88621.fb2
В Заполярье работал разный народ. Были и сидельцы. В татуировках немного понимал. Уяснить, кто стоит передо мной смог без труда. Перстни на пальцах. Солнце с лучами на тыльной части ладони. Другие рисунки рассказали богатую биографию этого человека. Он мне рассматривать себя и думать не мешал. Стоял спокойно. Молча. Это его молчание затягивалось. Он не спеша докурил сигарету. Затушил пальцами окурок и бросил его в урну. Посмотрел на меня. Всё понял. Усмехнулся и сказал:
— Ну, новичок! По твоим глазам вижу, со мной ты познакомился. Теперь моя очередь знакомиться с тобой. Рассказывай. Чей будешь? Откуда? Врать не стоит. Усеку на раз. Давай как на исповеди!
Сказано это было спокойно.
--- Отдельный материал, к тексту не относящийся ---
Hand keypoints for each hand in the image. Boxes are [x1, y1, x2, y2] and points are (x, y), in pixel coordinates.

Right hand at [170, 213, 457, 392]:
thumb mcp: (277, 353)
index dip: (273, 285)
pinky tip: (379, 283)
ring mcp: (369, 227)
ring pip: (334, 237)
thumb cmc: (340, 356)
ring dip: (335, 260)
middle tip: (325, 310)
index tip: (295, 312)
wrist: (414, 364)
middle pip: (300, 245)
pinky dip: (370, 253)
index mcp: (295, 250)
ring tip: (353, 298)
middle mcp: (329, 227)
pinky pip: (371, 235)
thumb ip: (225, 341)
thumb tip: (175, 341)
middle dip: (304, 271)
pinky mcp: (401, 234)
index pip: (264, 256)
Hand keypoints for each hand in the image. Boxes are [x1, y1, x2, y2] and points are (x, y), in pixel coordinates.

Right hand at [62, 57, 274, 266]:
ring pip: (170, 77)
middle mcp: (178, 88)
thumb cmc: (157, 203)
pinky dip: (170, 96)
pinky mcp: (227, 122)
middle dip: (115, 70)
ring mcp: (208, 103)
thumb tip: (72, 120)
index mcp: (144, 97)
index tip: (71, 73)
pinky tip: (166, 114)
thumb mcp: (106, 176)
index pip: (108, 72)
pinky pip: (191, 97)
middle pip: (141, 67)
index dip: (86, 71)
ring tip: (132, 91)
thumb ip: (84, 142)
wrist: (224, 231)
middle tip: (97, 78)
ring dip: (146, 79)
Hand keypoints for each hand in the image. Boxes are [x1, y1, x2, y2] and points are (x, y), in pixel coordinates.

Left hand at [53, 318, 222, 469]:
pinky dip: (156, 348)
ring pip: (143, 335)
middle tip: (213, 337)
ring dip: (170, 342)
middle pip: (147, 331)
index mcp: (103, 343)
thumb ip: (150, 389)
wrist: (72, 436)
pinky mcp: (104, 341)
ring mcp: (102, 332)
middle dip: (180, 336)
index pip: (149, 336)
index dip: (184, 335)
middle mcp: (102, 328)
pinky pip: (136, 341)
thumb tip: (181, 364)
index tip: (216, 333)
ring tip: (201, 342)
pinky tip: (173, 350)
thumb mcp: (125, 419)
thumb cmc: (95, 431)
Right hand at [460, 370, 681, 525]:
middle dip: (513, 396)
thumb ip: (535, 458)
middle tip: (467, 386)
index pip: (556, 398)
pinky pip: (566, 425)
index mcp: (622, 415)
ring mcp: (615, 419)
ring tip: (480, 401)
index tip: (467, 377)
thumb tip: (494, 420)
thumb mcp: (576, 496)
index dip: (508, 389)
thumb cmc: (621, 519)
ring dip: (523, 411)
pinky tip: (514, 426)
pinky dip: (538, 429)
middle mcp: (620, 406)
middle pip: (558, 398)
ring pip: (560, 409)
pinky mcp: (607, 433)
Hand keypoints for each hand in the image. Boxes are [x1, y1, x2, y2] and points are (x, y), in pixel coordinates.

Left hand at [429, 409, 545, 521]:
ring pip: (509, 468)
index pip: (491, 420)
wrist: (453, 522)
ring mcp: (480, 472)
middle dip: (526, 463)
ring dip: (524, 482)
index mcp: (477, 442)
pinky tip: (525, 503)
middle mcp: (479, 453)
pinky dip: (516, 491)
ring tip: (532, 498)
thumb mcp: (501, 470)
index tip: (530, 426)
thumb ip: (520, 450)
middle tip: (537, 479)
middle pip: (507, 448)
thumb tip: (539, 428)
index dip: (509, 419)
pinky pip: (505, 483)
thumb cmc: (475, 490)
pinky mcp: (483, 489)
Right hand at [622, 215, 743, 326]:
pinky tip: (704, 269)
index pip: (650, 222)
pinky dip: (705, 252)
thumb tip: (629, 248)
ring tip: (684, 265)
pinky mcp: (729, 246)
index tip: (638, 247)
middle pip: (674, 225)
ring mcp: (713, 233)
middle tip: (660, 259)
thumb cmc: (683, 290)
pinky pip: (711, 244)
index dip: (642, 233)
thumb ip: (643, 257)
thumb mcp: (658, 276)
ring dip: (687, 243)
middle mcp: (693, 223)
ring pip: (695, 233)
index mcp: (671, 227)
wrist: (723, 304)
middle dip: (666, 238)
Но в тоне Митяя были какие-то интонации. От них мороз пробежал по коже. Врать не собирался. Скрывать было нечего. Да и впервые за последнее время кто-то интересовался мной.
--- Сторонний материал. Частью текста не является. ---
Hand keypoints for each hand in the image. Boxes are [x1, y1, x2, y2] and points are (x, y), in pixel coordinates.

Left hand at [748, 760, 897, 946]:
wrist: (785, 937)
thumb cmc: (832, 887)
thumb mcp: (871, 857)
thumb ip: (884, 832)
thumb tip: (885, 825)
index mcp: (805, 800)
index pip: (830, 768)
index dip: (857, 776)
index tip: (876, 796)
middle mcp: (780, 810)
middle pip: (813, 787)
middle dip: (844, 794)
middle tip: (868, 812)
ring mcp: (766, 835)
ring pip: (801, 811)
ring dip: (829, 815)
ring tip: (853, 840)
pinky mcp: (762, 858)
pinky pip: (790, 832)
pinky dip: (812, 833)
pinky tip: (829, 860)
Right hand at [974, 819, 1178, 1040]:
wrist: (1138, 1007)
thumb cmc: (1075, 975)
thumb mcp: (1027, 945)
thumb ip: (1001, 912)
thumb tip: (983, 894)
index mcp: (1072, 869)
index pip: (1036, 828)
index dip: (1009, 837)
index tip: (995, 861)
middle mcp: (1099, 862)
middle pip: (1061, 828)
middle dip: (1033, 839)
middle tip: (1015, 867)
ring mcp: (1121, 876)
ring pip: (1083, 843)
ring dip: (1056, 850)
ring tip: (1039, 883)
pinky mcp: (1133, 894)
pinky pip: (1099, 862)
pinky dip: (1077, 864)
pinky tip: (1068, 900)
Слова выскакивали из меня сами собой. Рассказал ему всё. О жизни в селе в военные годы. О смерти деда, бабки, сестры. О самостоятельной жизни в одиночестве десятилетнего парня. О жизни в Заполярье. О смерти родителей. О своём одиночестве в жизни. Об отобранной квартире и жизни без документов. Рассказал всё это залпом. На душе стало легче. Даже трудности бытия временно отступили. Митяй слушал молча. Ни разу не перебил меня. Его худое бесстрастное лицо не позволяло мне определить его отношения к моему рассказу. Но мне было всё равно. Спешил поскорее высказаться. Излить всё горе накопившееся на душе. И вот высказался ему. Чужому человеку и замолчал. Вновь повисло молчание. Его нарушил Митяй:
— Ладно! Всё понял! В словах твоих слышу правду. Вот и познакомились. Со сбором мелочи завязывай! Много не соберёшь. Да и так унижаться негоже. Проще просить милостыню. Как это делать? Посмотри. Подумай и главное приведи себя в нормальный вид. Грязному оборванцу люди много не подадут. Воняешь и на "алкаша" смахиваешь. Народ этого не любит. Тебе в день кроме четвертака положенного "Кенту" ещё пятёрку нужно сдавать мне. С "ментами" и вокзальным хозяином рассчитывается "Кент". За проживание рассчитываюсь я. Вечером приду за тобой. Отведу и покажу место, где будешь спать. Пока осмотрись и приведи себя в порядок. Осваивайся! Удачи!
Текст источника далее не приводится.